Hepititis C Testing and Treatment - Post 2

Post 2 
(if this journal post on Hep C treatment was of interest to you, try post 1 and my most recent - post 3 from last week)

March 2012 – sometime in about the 3rd week of the month.

So what else is new?  

I have difficulty with structured appointment times (not to mention, structure in general) and managed to miss my first screening appointment for HCV (hepatitis C) genotype testing Tuesday morning by 20 minutes.  Not bad really, but apparently nurse “M” disagreed and had left for lunch.  Reception invited me to come back at 1 o’clock when M was set to return.  I stayed and I waited.  At 1:00, they informed M was to be 20 minutes late returning from lunch!  Payback?  Probably not, but maybe....  In any case I had another appointment and needed to leave.  But knowing myself and knowing that there was no way I would return any day in the near future, and being increasingly aware that I’ve already waited about 10 years too long to look into my possible need for HCV treatment, I asked about any openings later in the day and lucked out with a 3 o’clock opening.

So finally at 3:00 pm and after some struggle, and wondering why the hell I didn’t schedule this appointment for late afternoon in the first place (especially considering my hatred for morning), I met with M, the community health Nurse.  Very sweet, considerate, and informed.

Symptoms: Something to Look Forward to?
Depression, nausea, vomiting – things to expect should Hep C treatment be necessary. 
Weight loss - the one side effect which comes as a bonus for my trouble and which I’m actually looking forward to.  Given that depression has been a constant companion since Sept 2000 when my children were kidnapped by the state, a constant companion which never departed (surprisingly) when I won the fight to bring my kids back home in 2007.  

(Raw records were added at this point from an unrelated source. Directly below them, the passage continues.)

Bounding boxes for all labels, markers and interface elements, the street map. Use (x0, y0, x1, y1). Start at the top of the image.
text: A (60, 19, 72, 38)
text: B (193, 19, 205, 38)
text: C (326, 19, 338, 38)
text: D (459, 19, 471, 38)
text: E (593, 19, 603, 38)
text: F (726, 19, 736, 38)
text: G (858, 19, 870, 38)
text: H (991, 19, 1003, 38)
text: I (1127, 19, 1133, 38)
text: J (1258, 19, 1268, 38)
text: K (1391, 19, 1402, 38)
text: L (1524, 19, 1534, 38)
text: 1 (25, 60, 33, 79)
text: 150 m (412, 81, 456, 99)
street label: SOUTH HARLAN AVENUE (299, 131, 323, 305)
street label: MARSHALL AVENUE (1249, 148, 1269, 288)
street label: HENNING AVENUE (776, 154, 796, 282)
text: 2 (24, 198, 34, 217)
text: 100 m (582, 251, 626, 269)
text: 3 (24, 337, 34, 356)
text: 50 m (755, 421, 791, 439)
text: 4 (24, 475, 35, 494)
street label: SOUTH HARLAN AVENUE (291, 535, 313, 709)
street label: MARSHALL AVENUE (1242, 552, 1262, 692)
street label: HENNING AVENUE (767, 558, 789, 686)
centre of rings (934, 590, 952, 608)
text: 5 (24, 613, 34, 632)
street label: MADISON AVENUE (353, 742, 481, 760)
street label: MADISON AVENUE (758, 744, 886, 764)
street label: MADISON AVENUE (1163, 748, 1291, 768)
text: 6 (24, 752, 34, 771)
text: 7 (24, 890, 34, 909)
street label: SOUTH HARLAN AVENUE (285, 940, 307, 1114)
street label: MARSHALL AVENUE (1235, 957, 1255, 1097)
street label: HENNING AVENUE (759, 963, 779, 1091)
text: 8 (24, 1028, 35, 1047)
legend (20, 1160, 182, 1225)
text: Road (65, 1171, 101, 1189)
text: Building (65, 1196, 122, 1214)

Steps to Treatment: Genotype Testing
Side effects of this 12 year depression?   Loss of:  joy and motivation – Gain: pounds of fat.  So yes I’m looking forward to depression which culminates in weight loss instead of weight gain for a change.
The first step (recent step) in this particular little HCV exploration party was to see my family physician who took blood and confirmed only that I had been exposed to HCV at some point.  Facts I’ve long been aware of (13 years).   Blood taken today will confirm which genotype I have and whether its a type known to respond to the standard treatment, the “cure” for HCV infection; Interferon, a form of chemotherapy . Yeah!!!

About a week to go before the results come in and I know for sure if chemo will be in my immediate future.....fingers crossed for weight loss!